Data supplied —
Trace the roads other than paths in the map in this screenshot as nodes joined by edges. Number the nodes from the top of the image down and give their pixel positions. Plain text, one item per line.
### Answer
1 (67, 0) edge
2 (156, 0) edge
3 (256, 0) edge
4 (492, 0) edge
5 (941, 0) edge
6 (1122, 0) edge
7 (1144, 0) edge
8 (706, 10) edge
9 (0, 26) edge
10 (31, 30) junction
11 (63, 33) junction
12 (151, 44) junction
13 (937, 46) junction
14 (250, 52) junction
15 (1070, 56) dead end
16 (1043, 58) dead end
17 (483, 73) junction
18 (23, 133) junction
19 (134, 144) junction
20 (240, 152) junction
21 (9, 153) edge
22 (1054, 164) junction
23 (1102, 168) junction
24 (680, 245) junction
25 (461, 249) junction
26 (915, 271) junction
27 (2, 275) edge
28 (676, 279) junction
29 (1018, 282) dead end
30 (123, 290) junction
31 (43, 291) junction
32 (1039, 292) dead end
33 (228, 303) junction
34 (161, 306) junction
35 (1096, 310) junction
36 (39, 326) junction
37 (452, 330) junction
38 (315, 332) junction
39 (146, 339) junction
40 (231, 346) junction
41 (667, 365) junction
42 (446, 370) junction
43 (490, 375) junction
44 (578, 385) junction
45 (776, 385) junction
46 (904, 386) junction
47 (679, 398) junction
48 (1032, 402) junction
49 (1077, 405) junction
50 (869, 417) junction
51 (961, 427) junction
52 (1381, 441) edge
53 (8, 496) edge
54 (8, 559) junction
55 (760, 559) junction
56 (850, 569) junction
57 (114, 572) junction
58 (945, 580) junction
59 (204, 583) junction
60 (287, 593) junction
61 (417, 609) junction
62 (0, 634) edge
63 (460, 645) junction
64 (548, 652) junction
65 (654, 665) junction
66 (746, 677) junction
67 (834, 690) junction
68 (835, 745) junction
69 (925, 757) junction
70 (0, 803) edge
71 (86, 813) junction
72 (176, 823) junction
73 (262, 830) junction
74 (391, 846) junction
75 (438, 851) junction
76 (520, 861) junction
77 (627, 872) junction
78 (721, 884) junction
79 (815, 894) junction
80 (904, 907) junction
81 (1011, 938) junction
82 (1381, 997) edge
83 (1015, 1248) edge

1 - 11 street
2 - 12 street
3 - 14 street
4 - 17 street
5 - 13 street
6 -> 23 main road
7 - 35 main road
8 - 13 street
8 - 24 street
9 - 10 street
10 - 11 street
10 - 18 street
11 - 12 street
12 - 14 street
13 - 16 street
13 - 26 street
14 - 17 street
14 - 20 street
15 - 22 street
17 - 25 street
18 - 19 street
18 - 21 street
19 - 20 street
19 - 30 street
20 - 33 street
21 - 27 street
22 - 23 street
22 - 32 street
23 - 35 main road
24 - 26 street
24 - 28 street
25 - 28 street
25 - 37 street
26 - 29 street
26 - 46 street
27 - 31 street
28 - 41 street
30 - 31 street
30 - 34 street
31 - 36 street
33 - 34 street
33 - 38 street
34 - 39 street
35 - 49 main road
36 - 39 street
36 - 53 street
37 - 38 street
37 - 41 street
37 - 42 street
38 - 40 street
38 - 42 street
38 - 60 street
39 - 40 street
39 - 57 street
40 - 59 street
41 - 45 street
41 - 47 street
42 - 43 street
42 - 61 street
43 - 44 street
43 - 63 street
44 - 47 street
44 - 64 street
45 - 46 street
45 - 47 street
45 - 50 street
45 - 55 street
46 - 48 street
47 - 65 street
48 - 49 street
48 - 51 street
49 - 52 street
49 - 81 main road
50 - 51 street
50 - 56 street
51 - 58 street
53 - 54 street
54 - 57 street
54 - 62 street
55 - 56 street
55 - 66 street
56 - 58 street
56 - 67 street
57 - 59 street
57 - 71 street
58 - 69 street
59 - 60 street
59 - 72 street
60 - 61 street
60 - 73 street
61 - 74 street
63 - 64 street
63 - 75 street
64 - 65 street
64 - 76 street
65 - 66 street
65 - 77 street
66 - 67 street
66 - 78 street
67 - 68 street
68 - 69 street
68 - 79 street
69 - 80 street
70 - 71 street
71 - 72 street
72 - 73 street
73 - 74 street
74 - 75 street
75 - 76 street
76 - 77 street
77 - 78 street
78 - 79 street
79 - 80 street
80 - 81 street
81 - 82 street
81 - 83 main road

Task directions — The entries above must be copied verbatim. Leave none out.

Answer to this problem —
Trace the roads other than paths in the map in this screenshot as nodes joined by edges. Number the nodes from the top of the image down and give their pixel positions. Plain text, one item per line.
### Answer
1 (67, 0) edge
2 (156, 0) edge
3 (256, 0) edge
4 (492, 0) edge
5 (941, 0) edge
6 (1122, 0) edge
7 (1144, 0) edge
8 (706, 10) edge
9 (0, 26) edge
10 (31, 30) junction
11 (63, 33) junction
12 (151, 44) junction
13 (937, 46) junction
14 (250, 52) junction
15 (1070, 56) dead end
16 (1043, 58) dead end
17 (483, 73) junction
18 (23, 133) junction
19 (134, 144) junction
20 (240, 152) junction
21 (9, 153) edge
22 (1054, 164) junction
23 (1102, 168) junction
24 (680, 245) junction
25 (461, 249) junction
26 (915, 271) junction
27 (2, 275) edge
28 (676, 279) junction
29 (1018, 282) dead end
30 (123, 290) junction
31 (43, 291) junction
32 (1039, 292) dead end
33 (228, 303) junction
34 (161, 306) junction
35 (1096, 310) junction
36 (39, 326) junction
37 (452, 330) junction
38 (315, 332) junction
39 (146, 339) junction
40 (231, 346) junction
41 (667, 365) junction
42 (446, 370) junction
43 (490, 375) junction
44 (578, 385) junction
45 (776, 385) junction
46 (904, 386) junction
47 (679, 398) junction
48 (1032, 402) junction
49 (1077, 405) junction
50 (869, 417) junction
51 (961, 427) junction
52 (1381, 441) edge
53 (8, 496) edge
54 (8, 559) junction
55 (760, 559) junction
56 (850, 569) junction
57 (114, 572) junction
58 (945, 580) junction
59 (204, 583) junction
60 (287, 593) junction
61 (417, 609) junction
62 (0, 634) edge
63 (460, 645) junction
64 (548, 652) junction
65 (654, 665) junction
66 (746, 677) junction
67 (834, 690) junction
68 (835, 745) junction
69 (925, 757) junction
70 (0, 803) edge
71 (86, 813) junction
72 (176, 823) junction
73 (262, 830) junction
74 (391, 846) junction
75 (438, 851) junction
76 (520, 861) junction
77 (627, 872) junction
78 (721, 884) junction
79 (815, 894) junction
80 (904, 907) junction
81 (1011, 938) junction
82 (1381, 997) edge
83 (1015, 1248) edge

1 - 11 street
2 - 12 street
3 - 14 street
4 - 17 street
5 - 13 street
6 -> 23 main road
7 - 35 main road
8 - 13 street
8 - 24 street
9 - 10 street
10 - 11 street
10 - 18 street
11 - 12 street
12 - 14 street
13 - 16 street
13 - 26 street
14 - 17 street
14 - 20 street
15 - 22 street
17 - 25 street
18 - 19 street
18 - 21 street
19 - 20 street
19 - 30 street
20 - 33 street
21 - 27 street
22 - 23 street
22 - 32 street
23 - 35 main road
24 - 26 street
24 - 28 street
25 - 28 street
25 - 37 street
26 - 29 street
26 - 46 street
27 - 31 street
28 - 41 street
30 - 31 street
30 - 34 street
31 - 36 street
33 - 34 street
33 - 38 street
34 - 39 street
35 - 49 main road
36 - 39 street
36 - 53 street
37 - 38 street
37 - 41 street
37 - 42 street
38 - 40 street
38 - 42 street
38 - 60 street
39 - 40 street
39 - 57 street
40 - 59 street
41 - 45 street
41 - 47 street
42 - 43 street
42 - 61 street
43 - 44 street
43 - 63 street
44 - 47 street
44 - 64 street
45 - 46 street
45 - 47 street
45 - 50 street
45 - 55 street
46 - 48 street
47 - 65 street
48 - 49 street
48 - 51 street
49 - 52 street
49 - 81 main road
50 - 51 street
50 - 56 street
51 - 58 street
53 - 54 street
54 - 57 street
54 - 62 street
55 - 56 street
55 - 66 street
56 - 58 street
56 - 67 street
57 - 59 street
57 - 71 street
58 - 69 street
59 - 60 street
59 - 72 street
60 - 61 street
60 - 73 street
61 - 74 street
63 - 64 street
63 - 75 street
64 - 65 street
64 - 76 street
65 - 66 street
65 - 77 street
66 - 67 street
66 - 78 street
67 - 68 street
68 - 69 street
68 - 79 street
69 - 80 street
70 - 71 street
71 - 72 street
72 - 73 street
73 - 74 street
74 - 75 street
75 - 76 street
76 - 77 street
77 - 78 street
78 - 79 street
79 - 80 street
80 - 81 street
81 - 82 street
81 - 83 main road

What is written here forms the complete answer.